They want me to put to "good use" a sum of $650,000.
Great, let's play along with that. Could I put it to good use? What would I do? (The original headline/subject line was "About the Donation.")
What would you do?
And, being my birthday (not today--that day), I thought I'd check out the random daily Abraham quote for a year-long emphasis to embody:
"What anyone else has or does not have has nothing to do with you. The only thing that affects your experience is the way you utilize the Non-Physical Energy with your thought. Your abundance or lack of it in your experience has nothing to do with what anybody else is doing or having. It has only to do with your perspective. It has only to do with your offering of thought. If you want your fortunes to shift, you have to begin telling a different story."-- Abraham excerpted from the book "Money and the Law of Attraction: Learning to Attract Health, Wealth & Happiness"
The "About the Donation" offering of $650,000 email read (deleted the phone number in the signature):
Sorry I haven't gotten back with you, daily activities has kept me busy with work as a private air charter service consultant. I contacted you on the internet while looking to support a non profit charity, rescue group or a social worker and I am proud with the good work you do and happy to know that my sponsorship money goes directly to a good use.
I am making these donations because the economic downturn has created seemingly insurmountable challenges for nonprofits - organizations that rely on the generosity of others for their financial viability. I know that is is a critical time for nonprofit organizations.

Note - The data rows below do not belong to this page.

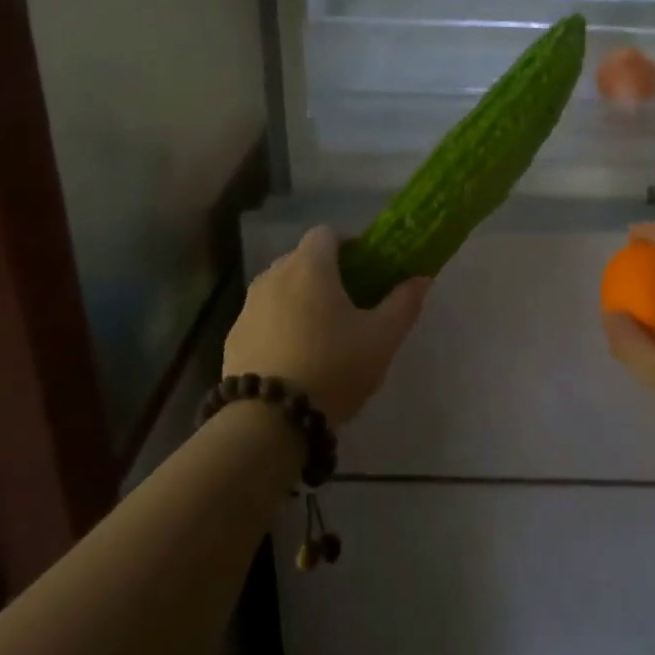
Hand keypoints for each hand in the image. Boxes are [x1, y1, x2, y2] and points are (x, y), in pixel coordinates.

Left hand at [223, 226, 429, 424]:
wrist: (269, 421)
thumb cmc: (334, 368)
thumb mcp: (382, 338)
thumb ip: (404, 303)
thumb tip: (421, 278)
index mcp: (310, 267)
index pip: (326, 233)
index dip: (349, 246)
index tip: (366, 271)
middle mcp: (273, 276)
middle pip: (302, 259)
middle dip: (325, 274)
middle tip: (350, 305)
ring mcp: (248, 307)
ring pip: (280, 288)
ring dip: (299, 300)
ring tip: (320, 334)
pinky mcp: (233, 337)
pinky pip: (262, 317)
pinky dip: (278, 325)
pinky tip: (293, 358)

I am making a cash donation of Six hundred and fifty thousand dollars which I inherited from my late grandfather who was an industrialist and international businessman. My late grandfather's heart was as big as all outdoors. It was from him that I learned the greatest joy in life comes from giving, not from receiving. I trust that you are reliable, trustworthy , compassionate in order to handle these donations for a good cause.
Let me know how you can make use of the funds.

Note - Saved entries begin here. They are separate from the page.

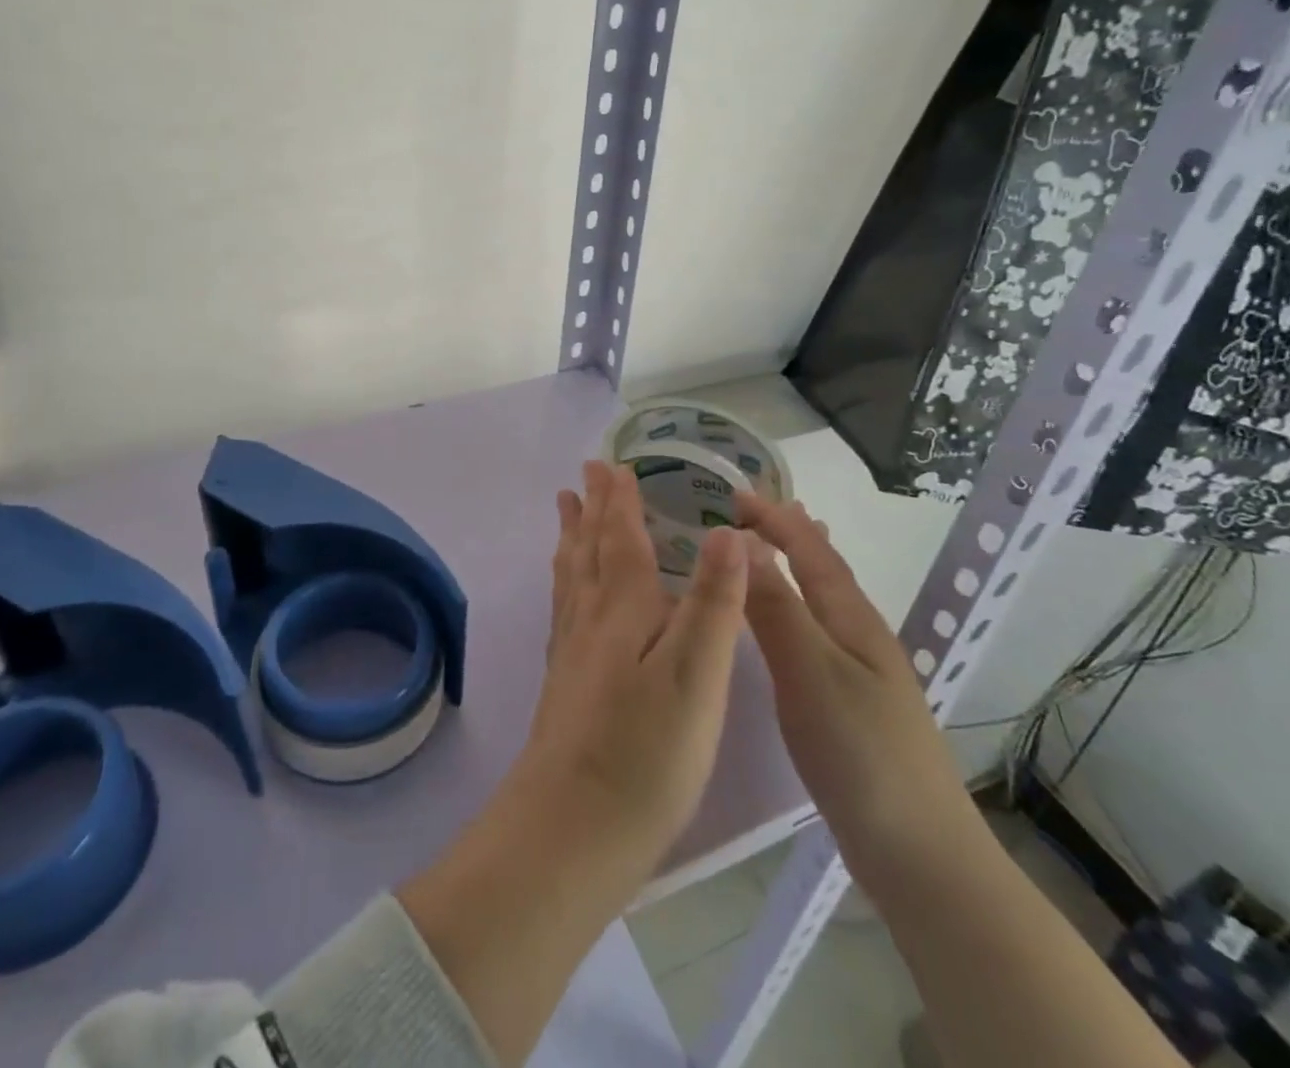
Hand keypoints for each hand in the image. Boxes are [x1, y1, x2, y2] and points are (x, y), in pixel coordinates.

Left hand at [516, 460, 750, 880]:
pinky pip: (563, 605)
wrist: (573, 825)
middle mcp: (589, 617)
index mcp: (622, 608)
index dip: (620, 500)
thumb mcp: (696, 675)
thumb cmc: (646, 751)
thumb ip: (711, 603)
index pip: (621, 538)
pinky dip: (566, 579)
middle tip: (585, 473)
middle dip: (592, 508)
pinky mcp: (564, 680)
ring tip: (565, 510)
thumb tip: (725, 531)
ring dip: (572, 536)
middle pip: (589, 548)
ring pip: (570, 574)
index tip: (612, 464)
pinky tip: (568, 591)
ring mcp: (571, 649)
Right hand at [733, 492, 983, 900]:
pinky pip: (816, 632)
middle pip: (824, 569)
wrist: (920, 854)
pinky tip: (787, 627)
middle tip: (753, 510)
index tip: (734, 493)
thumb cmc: (861, 753)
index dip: (775, 519)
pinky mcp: (852, 704)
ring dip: (795, 567)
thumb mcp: (809, 671)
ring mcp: (861, 672)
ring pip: (822, 601)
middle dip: (789, 533)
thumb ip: (775, 606)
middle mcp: (860, 636)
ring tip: (775, 548)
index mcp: (852, 620)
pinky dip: (796, 607)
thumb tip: (742, 541)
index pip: (810, 551)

Now my response to the correspondence, which I wrote off the top of my head without thinking and analyzing and agonizing about it too much--heck this window of opportunity may not be around forever, so I responded promptly (in the new myth blog, not to the spammed email):
Thank you so much for your offer. I am sorry to hear about your grandfather's passing, and my thoughts and prayers are with you and your family at this time.
I obviously am not familiar with your intentions nor your late grandfathers. But I will tell you want I have in mind.
I will locate a fiscal agent in order to filter the donation through, and it can be a tax deductible contribution for you. This is one idea for the best use of funds. As you already indicated that your grandfather loved to give, this bodes well for the idea I'm about to present to you.
We can place the $650,000 into a microloan program for culture-makers that are focused on the imprint of giving.
We can give copies of Geshe Michael Roach's book, The Diamond Cutter, to those that do not have the resources to purchase it themselves. I checked, and online, it is available at Google eBooks (may be useful as we can have a 'group' reading and see what others are highlighting) for $11.99.
There will be pop-up unconferences free and open to all (funded by sponsorships) available in different U.S. cities as well.
However, the bulk of the funds are used for microloans to artists pushing the edges of innovation in areas that are difficult to secure private or public funding precisely because they do not fit a known, established medium, genre or category. Emphasis will be given to arts and creative projects that push the edges iin terms of possibilities, i.e. telling new stories. (Using the word 'story' generically--in other words, showcasing brand-new options rather than portraying or fighting the status quo.)
Loans will range from $1000 to $75,000, in general although there could be situations where more is given, especially in a peer-to-peer arrangement. For instance, for larger loans, we may tap into a network of potential private individual loaners (they may use something simple like Loanback).
To emphasize, these are no-interest microloans and are payable back to the fund in order to keep it sustainable and circulating to new artists and organizations. This is not private equity, and no one takes a stake or stock in the ventures that are given loans. Neither are these donations. Part of the intent of making these "loans" rather than donations is that the artist/collective/company is committed to making a longer-term viable venture, rather than a one-off project (ala Kickstarter), and are in need of a modest amount of startup capital.
Of course, this model is really rather flexible and not set in stone as we are in the conception phases, and would welcome your feedback as we move forward with your grant of $650,000.
Thank you so much for your generosity,
p.s. This is not copyrighted. No rights reserved--please take this idea, and spread it like wildflowers. You are welcome to implement this idea. The more the merrier. Never can have too many microloan programs for cultural innovation, and renaissances and such.